There followed a long silence. Nobody looked up. Père Omer asked Denis if he wanted to explain.

“I’ve nothing to explain. This makes no sense. Where did you hear all this?”

“Did Cece tell you this?” Thérèse asked.

“She did,” answered Mémère. “She was so sad, she told us the whole reason for your going to Quebec, that you were going to split up and she told us why.”

“Cece, come down here now,” yelled Thérèse into the grate.

“I know you’re there. Come down here this minute and explain yourself… now.”

Cece appeared, unrepentant, in the narrow staircase leading into the parlor.

“What?” she said defiantly.

“Did you tell Pépère and Mémère all this nonsense. What were you thinking?”
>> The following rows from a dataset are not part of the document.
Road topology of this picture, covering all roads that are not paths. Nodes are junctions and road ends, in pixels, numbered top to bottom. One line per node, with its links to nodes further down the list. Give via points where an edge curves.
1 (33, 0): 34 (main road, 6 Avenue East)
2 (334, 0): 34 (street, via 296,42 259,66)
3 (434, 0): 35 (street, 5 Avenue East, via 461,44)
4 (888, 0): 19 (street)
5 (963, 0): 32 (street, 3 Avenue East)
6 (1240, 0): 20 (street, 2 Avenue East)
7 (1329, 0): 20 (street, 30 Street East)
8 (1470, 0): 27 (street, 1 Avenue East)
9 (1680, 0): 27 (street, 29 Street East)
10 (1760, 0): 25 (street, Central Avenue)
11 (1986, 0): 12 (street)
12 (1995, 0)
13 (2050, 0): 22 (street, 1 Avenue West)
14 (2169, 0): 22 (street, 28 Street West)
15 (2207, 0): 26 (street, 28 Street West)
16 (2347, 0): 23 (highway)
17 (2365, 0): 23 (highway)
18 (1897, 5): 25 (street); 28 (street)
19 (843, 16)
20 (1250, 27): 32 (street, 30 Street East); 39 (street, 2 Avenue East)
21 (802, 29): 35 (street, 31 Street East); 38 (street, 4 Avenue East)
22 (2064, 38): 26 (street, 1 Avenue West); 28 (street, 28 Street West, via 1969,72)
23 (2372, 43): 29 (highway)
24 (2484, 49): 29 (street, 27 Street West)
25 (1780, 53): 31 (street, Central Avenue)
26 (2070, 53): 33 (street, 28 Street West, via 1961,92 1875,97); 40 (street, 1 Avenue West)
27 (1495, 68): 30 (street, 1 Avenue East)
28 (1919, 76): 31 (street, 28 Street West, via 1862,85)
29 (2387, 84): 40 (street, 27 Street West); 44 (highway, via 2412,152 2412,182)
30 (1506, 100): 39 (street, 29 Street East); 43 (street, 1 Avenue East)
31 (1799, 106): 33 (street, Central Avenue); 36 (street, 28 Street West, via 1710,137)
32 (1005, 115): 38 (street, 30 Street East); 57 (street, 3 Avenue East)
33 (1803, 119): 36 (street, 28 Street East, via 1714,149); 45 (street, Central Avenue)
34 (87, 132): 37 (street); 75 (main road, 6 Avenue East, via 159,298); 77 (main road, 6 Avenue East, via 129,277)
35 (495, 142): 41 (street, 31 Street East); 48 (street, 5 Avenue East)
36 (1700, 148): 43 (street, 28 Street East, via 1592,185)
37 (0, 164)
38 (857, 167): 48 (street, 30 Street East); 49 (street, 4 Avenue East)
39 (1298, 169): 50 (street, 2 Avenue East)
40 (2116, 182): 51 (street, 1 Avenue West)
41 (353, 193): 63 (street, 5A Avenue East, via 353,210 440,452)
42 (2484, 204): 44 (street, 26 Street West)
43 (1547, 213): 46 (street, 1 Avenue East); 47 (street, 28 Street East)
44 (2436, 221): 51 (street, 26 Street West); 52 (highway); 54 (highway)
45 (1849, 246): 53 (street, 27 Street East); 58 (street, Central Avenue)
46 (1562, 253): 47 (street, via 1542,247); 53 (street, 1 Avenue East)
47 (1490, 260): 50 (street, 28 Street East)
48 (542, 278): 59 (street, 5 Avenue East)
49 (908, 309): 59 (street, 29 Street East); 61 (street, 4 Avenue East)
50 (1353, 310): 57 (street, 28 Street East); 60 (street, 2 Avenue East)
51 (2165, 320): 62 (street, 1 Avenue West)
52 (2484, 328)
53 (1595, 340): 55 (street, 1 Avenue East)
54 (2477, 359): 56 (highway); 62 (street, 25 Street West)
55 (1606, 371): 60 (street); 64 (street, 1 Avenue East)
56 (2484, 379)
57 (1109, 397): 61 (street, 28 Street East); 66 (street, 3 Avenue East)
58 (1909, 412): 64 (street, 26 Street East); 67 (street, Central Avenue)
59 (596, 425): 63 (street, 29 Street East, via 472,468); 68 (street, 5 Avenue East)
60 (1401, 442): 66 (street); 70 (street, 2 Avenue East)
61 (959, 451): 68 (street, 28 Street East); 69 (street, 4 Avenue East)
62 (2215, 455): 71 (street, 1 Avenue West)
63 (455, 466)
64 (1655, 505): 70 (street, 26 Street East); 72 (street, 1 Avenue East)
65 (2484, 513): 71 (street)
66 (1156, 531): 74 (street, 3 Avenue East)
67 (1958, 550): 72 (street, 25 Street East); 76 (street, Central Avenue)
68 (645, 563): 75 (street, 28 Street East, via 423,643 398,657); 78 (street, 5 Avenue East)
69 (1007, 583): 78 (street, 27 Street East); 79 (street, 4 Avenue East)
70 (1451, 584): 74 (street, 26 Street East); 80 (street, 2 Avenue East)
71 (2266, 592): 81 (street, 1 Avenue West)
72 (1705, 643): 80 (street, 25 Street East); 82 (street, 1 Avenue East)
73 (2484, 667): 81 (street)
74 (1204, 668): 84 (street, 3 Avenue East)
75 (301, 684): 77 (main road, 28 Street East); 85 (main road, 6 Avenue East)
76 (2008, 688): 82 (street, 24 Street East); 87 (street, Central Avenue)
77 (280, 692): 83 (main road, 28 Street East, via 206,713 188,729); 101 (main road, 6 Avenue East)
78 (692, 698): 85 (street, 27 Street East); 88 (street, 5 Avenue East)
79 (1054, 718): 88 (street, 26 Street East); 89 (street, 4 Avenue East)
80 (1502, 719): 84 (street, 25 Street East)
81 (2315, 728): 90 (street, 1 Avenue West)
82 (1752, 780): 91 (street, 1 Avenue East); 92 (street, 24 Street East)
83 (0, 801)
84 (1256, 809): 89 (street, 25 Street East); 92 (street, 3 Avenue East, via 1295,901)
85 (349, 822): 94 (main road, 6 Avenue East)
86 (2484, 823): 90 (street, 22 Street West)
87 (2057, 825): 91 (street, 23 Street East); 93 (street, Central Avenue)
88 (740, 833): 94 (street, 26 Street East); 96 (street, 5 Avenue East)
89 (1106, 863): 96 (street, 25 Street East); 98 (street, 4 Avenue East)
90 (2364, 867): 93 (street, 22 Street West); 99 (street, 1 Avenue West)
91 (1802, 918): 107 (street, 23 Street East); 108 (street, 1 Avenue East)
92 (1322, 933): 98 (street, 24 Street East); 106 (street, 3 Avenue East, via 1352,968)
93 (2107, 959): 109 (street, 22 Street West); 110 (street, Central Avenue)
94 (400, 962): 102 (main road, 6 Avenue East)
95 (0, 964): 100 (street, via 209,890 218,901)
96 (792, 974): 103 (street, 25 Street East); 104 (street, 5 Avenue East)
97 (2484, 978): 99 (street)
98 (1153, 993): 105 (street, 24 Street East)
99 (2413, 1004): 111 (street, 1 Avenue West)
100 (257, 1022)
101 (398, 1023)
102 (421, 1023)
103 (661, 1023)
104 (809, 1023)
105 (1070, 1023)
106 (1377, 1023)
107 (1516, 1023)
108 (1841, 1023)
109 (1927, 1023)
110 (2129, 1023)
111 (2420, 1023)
“You should’ve taken me with you!” Cece said with a defiant look.

A smile broke out on Claudette’s warm face; then Pépère began to chuckle. Père Omer’s face broke out into a broad smile. Only Denis was not laughing.

By the time the sun began to lower in the sky, everyone was holding a glass of Denis’ sap beer and Cece was sitting on the floor quietly looking through her book about horses.

In the spring the following year, Cece’s sister Michelle was born.